Exécutez uname -r. La commande affiche une valeur semblable à 6.8.0-79-generic. Le nombre placé avant le premier tiret correspond à la branche upstream sur laquelle votre distribution s’appuie. Tout ce qui suit correspond au numéro de build propre à la distribution, qui intègre des correctifs backportés. Exécutez ensuite systemd-detect-virt. Si la commande affiche lxc ou openvz, vous utilisez une virtualisation par conteneur. Vous partagez le noyau de l’hôte et vous ne pouvez pas le modifier. Si elle affiche kvm, vous démarrez votre propre image de noyau et c’est à vous d’effectuer les mises à niveau.
Linux 7.1 est-il un noyau avec support à long terme ?
Non. Au 11 août 2026, les branches longterm indiquées sur kernel.org sont 6.18, 6.12, 6.6, 6.1, 5.15 et 5.10. La version 7.1 n’en fait pas partie. Il s’agit d’une version stable standard. Sa branche stable est abandonnée peu après la publication de la version mainline suivante. Si vous voulez un noyau bénéficiant de plusieurs années de correctifs déjà publiés et de plusieurs années de correctifs à venir, c’est déjà le rôle du noyau fourni par votre distribution.

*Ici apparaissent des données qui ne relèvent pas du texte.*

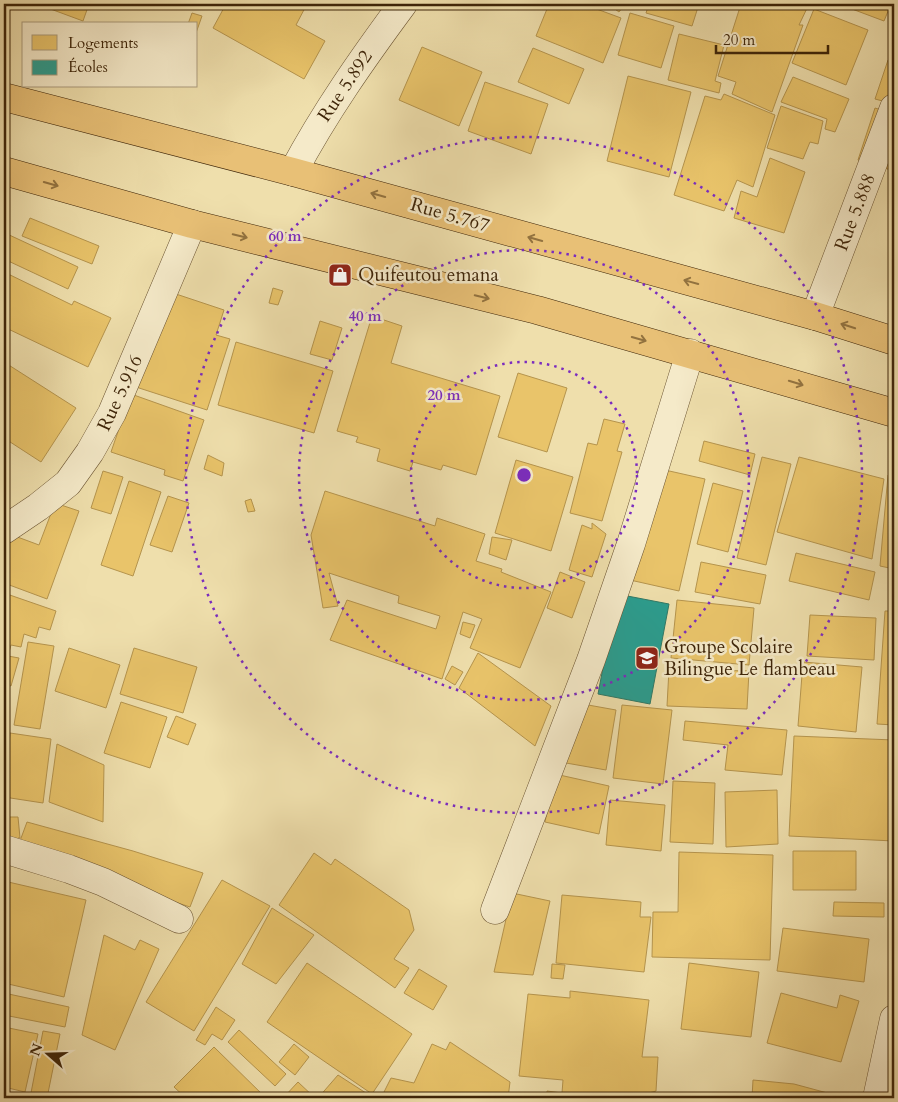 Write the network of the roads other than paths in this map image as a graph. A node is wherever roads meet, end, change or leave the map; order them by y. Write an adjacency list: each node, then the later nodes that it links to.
1 (403, 4): 5 (street, Rue 5.892)
2 (4, 97): 5 (highway, Rue 5.767)
3 (894, 108): 7 (street, Rue 5.888)
4 (4, 171): 6 (highway, one-way to 6)
5 (293, 172): 7 (highway, Rue 5.767, one-way to 5)
6 (192, 224): 9 (highway, one-way to 9); 11 (street, Rue 5.916)
7 (815, 316): 8 (highway, Rue 5.767, one-way to 7)
8 (894, 341)
9 (690, 353): 10 (highway, one-way to 10); 13 (street)
10 (894, 413)
11 (4, 530)
12 (4, 849): 14 (street)
13 (495, 910)
14 (179, 919)
15 (894, 1019): 16 (street)
16 (877, 1098) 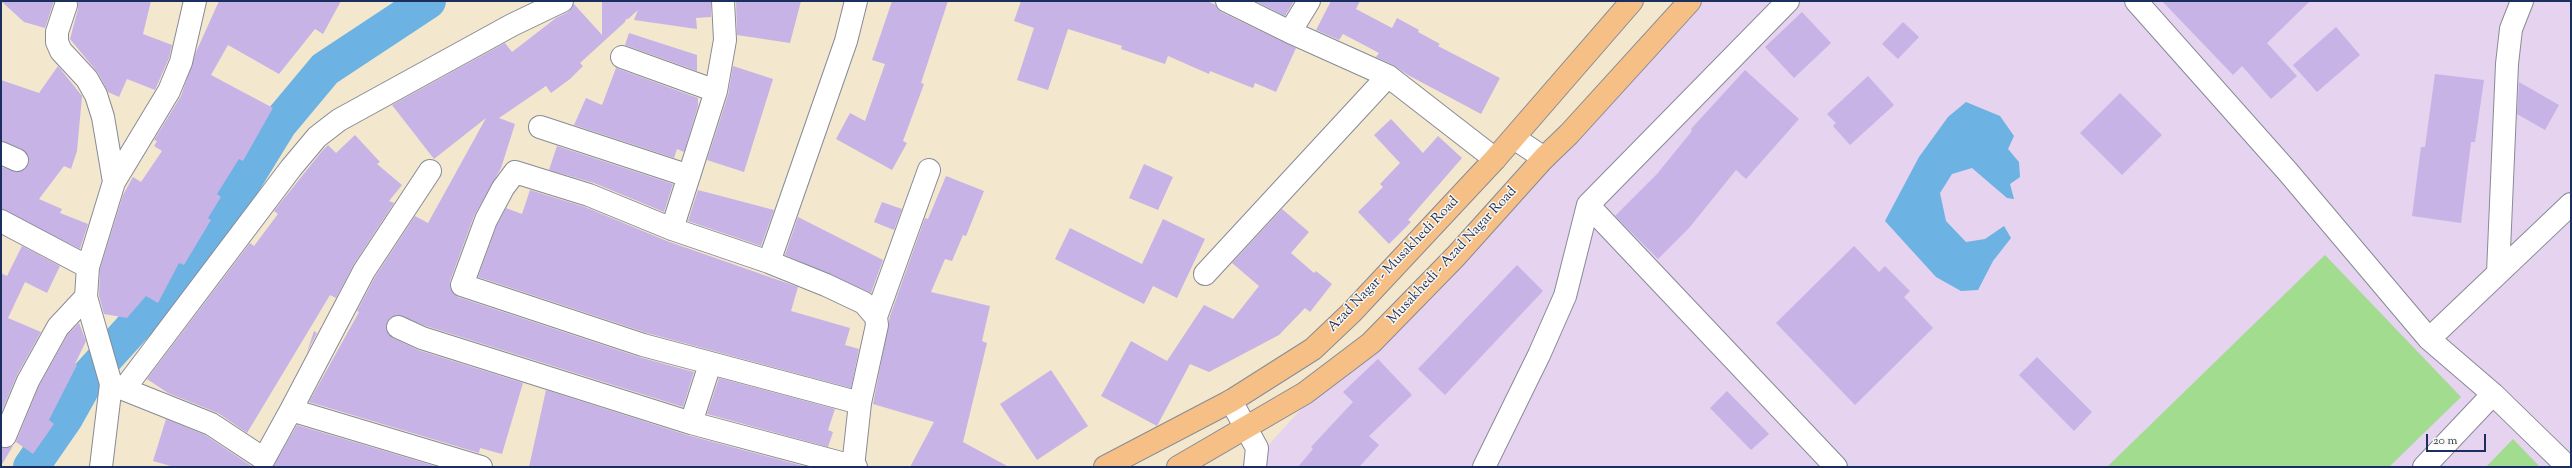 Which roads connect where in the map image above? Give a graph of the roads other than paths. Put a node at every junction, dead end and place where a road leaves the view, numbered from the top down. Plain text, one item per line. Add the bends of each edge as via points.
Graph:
1 (195, 1) edge
2 (562, 1) edge
3 (723, 1) edge
4 (856, 1) edge
5 (1227, 1) edge
6 (1309, 1) edge
7 (1632, 1) edge
8 (1690, 1) edge
9 (1788, 1) edge
10 (2136, 1) edge
11 (2522, 1) edge
12 (66, 5) dead end
13 (1290, 32) junction
14 (622, 57) dead end
15 (1388, 76) junction
16 (716, 91) junction
17 (540, 127) dead end
18 (1514, 138) junction
19 (1544, 158) junction
20 (1495, 159) junction
21 (929, 170) dead end
22 (430, 171) dead end
23 (689, 176) junction
24 (114, 182) junction
25 (2571, 204) edge
26 (1588, 205) junction
27 (1, 221) edge
28 (672, 229) junction
29 (769, 262) junction
30 (88, 267) junction
31 (2498, 273) junction
32 (1205, 274) dead end
33 (86, 297) junction
34 (876, 317) junction
35 (398, 328) dead end
36 (2429, 339) junction
37 (710, 364) junction
38 (114, 383) junction
39 (2493, 394) junction
40 (1231, 401) junction
41 (860, 403) junction
42 (291, 410) junction
43 (690, 423) junction
44 (1245, 427) junction
45 (1, 434) edge
46 (101, 467) edge
47 (481, 467) edge
48 (854, 467) edge
49 (1105, 467) edge
50 (1178, 467) edge
51 (1255, 467) edge
52 (1484, 467) edge
53 (1836, 467) edge
54 (2424, 467) edge
55 (2568, 467) edge

1 - 24 street via 181,62 169,91
2 - 38 street via 512,25 339,120 317,137
3 - 16 street via 725,40
4 - 29 street via 846,41
5 - 13 street
6 - 13 street
7 - 18 main road, Azad Nagar - Musakhedi Road
8 - 19 main road, Musakhedi - Azad Nagar Road
9 - 26 street
10 - 36 street via 2288,172
11 - 31 street via 2512,29 2507,64
12 - 24 street via 57,32 57,42 61,52 87,79 96,95 103,117
13 - 15 street
14 - 16 street
15 - 20 street
15 - 32 street
16 - 23 street
17 - 23 street
18 - 19 street
18 - 20 main road, Azad Nagar - Musakhedi Road
19 - 44 main road, Musakhedi - Azad Nagar Road via 1456,256 1371,343 1305,393
20 - 40 main road, Azad Nagar - Musakhedi Road via 1352,312 1313,349
21 - 34 street
22 - 42 street via 364,271
23 - 28 street
24 - 30 street
25 - 31 street
26 - 52 street via 1565,296
26 - 53 street
27 - 30 street
28 - 29 street
28 - 37 street via 589,195 515,172 486,220 462,285 569,322
29 - 34 street via 864,303
30 - 33 street
31 - 36 street
33 - 38 street
33 - 45 street via 58,327 28,381 5,436
34 - 41 street via 877,325
35 - 43 street via 422,338
36 - 39 street
37 - 41 street
37 - 43 street
38 - 42 street via 211,424 264,459
38 - 46 street
39 - 54 street
39 - 55 street
40 - 44 street
40 - 49 main road, Azad Nagar - Musakhedi Road
41 - 48 street
42 - 47 street
43 - 48 street
44 - 50 main road, Musakhedi - Azad Nagar Road
44 - 51 street via 1257,448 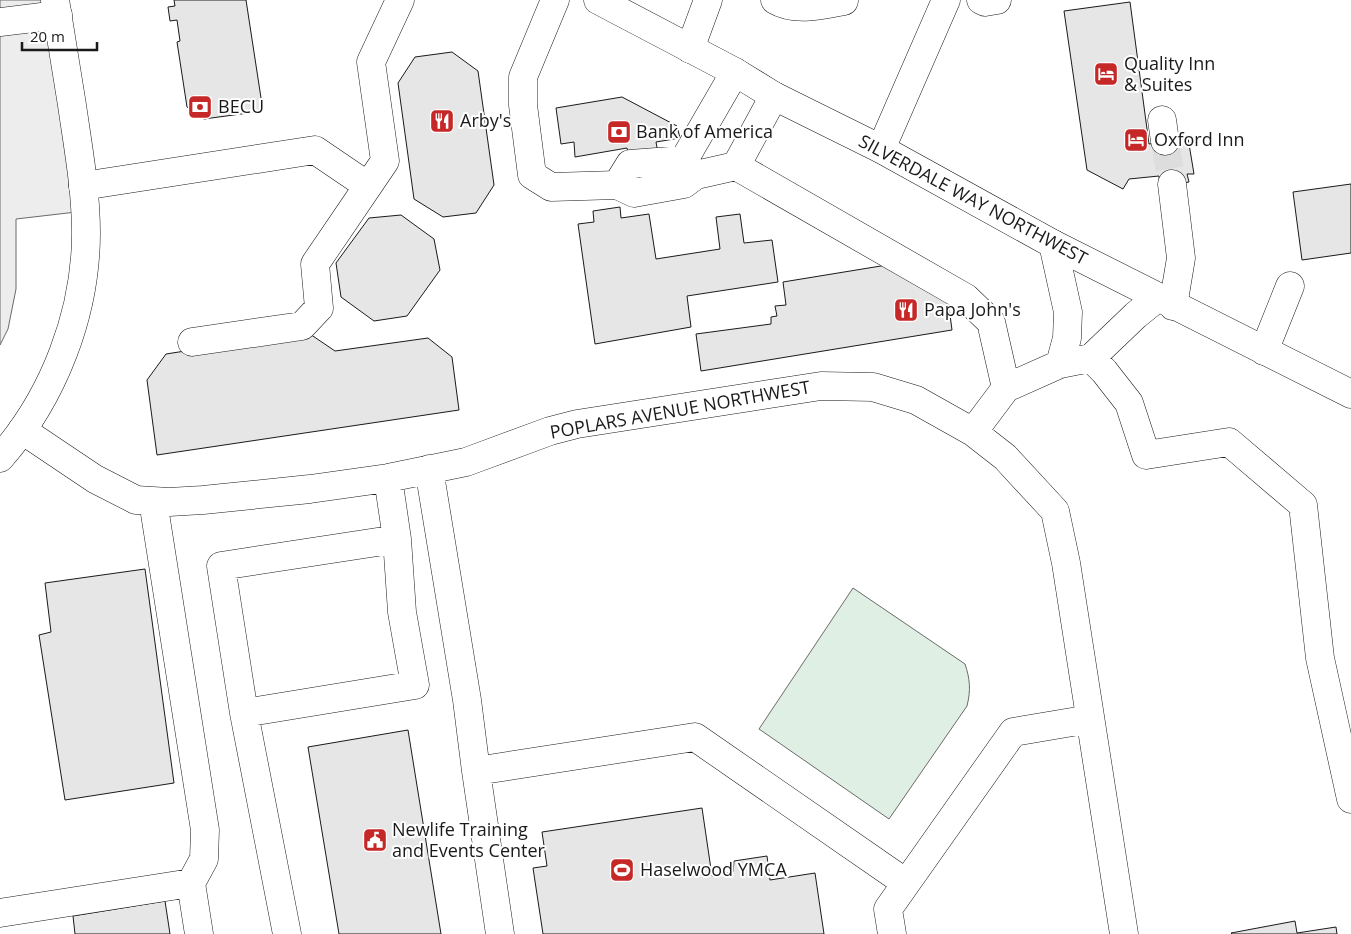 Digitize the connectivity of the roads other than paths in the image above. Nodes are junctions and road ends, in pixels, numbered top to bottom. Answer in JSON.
{"nodes":[{"id":1,"x":400,"y":0,"type":"edge"},
{"id":2,"x":554,"y":0,"type":"edge"},
{"id":3,"x":598,"y":0,"type":"edge"},
{"id":4,"x":708,"y":0,"type":"edge"},
{"id":5,"x":775,"y":0,"type":"edge"},
{"id":6,"x":946,"y":0,"type":"edge"},
{"id":7,"x":981,"y":0,"type":"edge"},
{"id":8,"x":997,"y":0,"type":"edge"},
{"id":9,"x":844,"y":1,"type":"dead end"},
{"id":10,"x":56,"y":7,"type":"edge"},
{"id":11,"x":0,"y":22,"type":"edge"},
{"id":12,"x":690,"y":48,"type":"junction"},
{"id":13,"x":735,"y":72,"type":"junction"},
{"id":14,"x":774,"y":96,"type":"junction"},
{"id":15,"x":881,"y":149,"type":"junction"},
{"id":16,"x":736,"y":166,"type":"junction"},
{"id":17,"x":1172,"y":184,"type":"tunnel mouth"},
{"id":18,"x":617,"y":185,"type":"junction"},
{"id":19,"x":83,"y":186,"type":"junction"},
{"id":20,"x":368,"y":186,"type":"junction"},
{"id":21,"x":1053,"y":244,"type":"junction"},
{"id":22,"x":1290,"y":286,"type":"dead end"},
{"id":23,"x":1165,"y":302,"type":"junction"},
{"id":24,"x":192,"y":342,"type":"dead end"},
{"id":25,"x":1264,"y":351,"type":"junction"},
{"id":26,"x":1091,"y":358,"type":"junction"},
{"id":27,"x":1060,"y":364,"type":"junction"},
{"id":28,"x":1006,"y":388,"type":"junction"},
{"id":29,"x":1351,"y":394,"type":"edge"},
{"id":30,"x":22,"y":430,"type":"junction"},
{"id":31,"x":972,"y":432,"type":"junction"},
{"id":32,"x":0,"y":458,"type":"edge"},
{"id":33,"x":429,"y":468,"type":"junction"},
{"id":34,"x":388,"y":478,"type":"junction"},
{"id":35,"x":153,"y":501,"type":"junction"},
{"id":36,"x":397,"y":539,"type":"junction"},
{"id":37,"x":244,"y":713,"type":"junction"},
{"id":38,"x":1090,"y":719,"type":"junction"},
{"id":39,"x":1345,"y":741,"type":"edge"},
{"id":40,"x":476,"y":770,"type":"junction"},
{"id":41,"x":1351,"y":799,"type":"edge"},
{"id":42,"x":906,"y":883,"type":"junction"},
{"id":43,"x":191,"y":884,"type":"junction"},
{"id":44,"x":0,"y":913,"type":"edge"},
{"id":45,"x":199,"y":934,"type":"edge"},
{"id":46,"x":287,"y":934,"type":"edge"},
{"id":47,"x":500,"y":934,"type":"edge"},
{"id":48,"x":892,"y":934,"type":"edge"},
{"id":49,"x":1124,"y":934,"type":"edge"}],
"edges":[{"from":1,"to":20,"type":"street"},
{"from":2,"to":18,"type":"street"},
{"from":3,"to":12,"type":"street","name":"SILVERDALE WAY NORTHWEST"},
{"from":4,"to":12,"type":"street"},
{"from":5,"to":9,"type":"street"},
{"from":6,"to":15,"type":"street"},
{"from":7,"to":8,"type":"street"},
{"from":10,"to":11,"type":"street"},
{"from":10,"to":19,"type":"street"},
{"from":12,"to":13,"type":"street","name":"SILVERDALE WAY NORTHWEST"},
{"from":13,"to":14,"type":"street","name":"SILVERDALE WAY NORTHWEST"},
{"from":13,"to":18,"type":"street"},
{"from":14,"to":15,"type":"street","name":"SILVERDALE WAY NORTHWEST"},
{"from":14,"to":16,"type":"street"},
{"from":15,"to":21,"type":"street","name":"SILVERDALE WAY NORTHWEST"},
{"from":16,"to":18,"type":"street"},
{"from":16,"to":28,"type":"street"},
{"from":17,"to":23,"type":"street"},
{"from":19,"to":20,"type":"street"},
{"from":19,"to":30,"type":"street"},
{"from":20,"to":24,"type":"street"},
{"from":21,"to":23,"type":"street","name":"SILVERDALE WAY NORTHWEST"},
{"from":21,"to":27,"type":"street"},
{"from":22,"to":25,"type":"street"},
{"from":23,"to":25,"type":"street","name":"SILVERDALE WAY NORTHWEST"},
{"from":23,"to":26,"type":"street"},
{"from":25,"to":29,"type":"street","name":"SILVERDALE WAY NORTHWEST"},
{"from":26,"to":27,"type":"street"},
{"from":26,"to":39,"type":"street"},
{"from":27,"to":28,"type":"street"},
{"from":28,"to":31,"type":"street"},
{"from":30,"to":32,"type":"street"},
{"from":30,"to":35,"type":"street","name":"POPLARS AVENUE NORTHWEST"},
{"from":31,"to":33,"type":"street","name":"POPLARS AVENUE NORTHWEST"},
{"from":31,"to":38,"type":"street","name":"POPLARS AVENUE NORTHWEST"},
{"from":33,"to":34,"type":"street","name":"POPLARS AVENUE NORTHWEST"},
{"from":33,"to":40,"type":"street"},
{"from":34,"to":35,"type":"street","name":"POPLARS AVENUE NORTHWEST"},
{"from":34,"to":36,"type":"street"},
{"from":35,"to":43,"type":"street"},
{"from":36,"to":37,"type":"street"},
{"from":36,"to":37,"type":"street"},
{"from":37,"to":46,"type":"street"},
{"from":38,"to":42,"type":"street"},
{"from":38,"to":49,"type":"street","name":"POPLARS AVENUE NORTHWEST"},
{"from":39,"to":41,"type":"street"},
{"from":40,"to":42,"type":"street"},
{"from":40,"to":47,"type":"street"},
{"from":42,"to":48,"type":"street"},
{"from":43,"to":44,"type":"street"},
{"from":43,"to":45,"type":"street"}]}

Quand Ubuntu ou Debian fourniront-ils le noyau 7.1 ?
Probablement jamais par défaut. Debian 13 reste en version 6.12 pendant toute la durée de vie de cette release, et RHEL 10 reste en version 6.12.0. Ubuntu 26.04 LTS a fourni la version 7.0. Une stack Ubuntu hardware enablement passe à la version de noyau utilisée par la dernière interim release. Elle peut donc ignorer entièrement une branche upstream. Ubuntu 24.04 LTS doit faire passer son noyau HWE à la version 7.0 avec la point release 24.04.5, prévue le 27 août 2026. Les correctifs de la version 7.1 vous parviendront sous forme de backports dans une branche plus ancienne. Les fonctionnalités, en général, ne seront pas backportées.
Qu’est-ce qui compte réellement dans Linux 7.1 pour un serveur privé virtuel ?
Quatre éléments. Le leasing des queues matérielles permet à un conteneur d’utiliser une queue réelle de NIC pour AF_XDP à vitesse native. La troisième phase de la refonte du swap supprime la table de swap statique et réduit de 30%, selon les chiffres publiés, les métadonnées conservées par le noyau pour votre périphérique de swap. MGLRU peut vérifier les indicateurs young des pages par lots, avec le gain publié le plus important sur un serveur Arm doté de nombreux cœurs. Et clone3() a gagné CLONE_AUTOREAP, CLONE_NNP et CLONE_PIDFD_AUTOKILL, ce qui rend la supervision des processus enfants plus sûre. Les informations de protection T10 au niveau du système de fichiers ont également été ajoutées, mais un disque virtuel expose rarement les métadonnées d’intégrité nécessaires.
La mise à niveau de mon noyau peut-elle casser mon VPS ?
Les échecs courants se produisent au démarrage. Un /boot complet fait échouer update-initramfs avec No space left on device pendant l’installation et laisse le paquet à moitié configuré : supprimez les anciens noyaux avec sudo apt autoremove --purge, puis réinstallez. Les modules externes construits pour l’ancien noyau cessent de se charger. Tout ce qui est géré par DKMS doit donc être recompilé. Un échec de recompilation reste silencieux jusqu’à ce que le module manque au moment de l’exécution. Enfin, si uname -r indique toujours l’ancienne version après un redémarrage alors que dpkg -l liste la nouvelle image, l’installation n’a pas échoué : la valeur par défaut du bootloader n’a pas changé.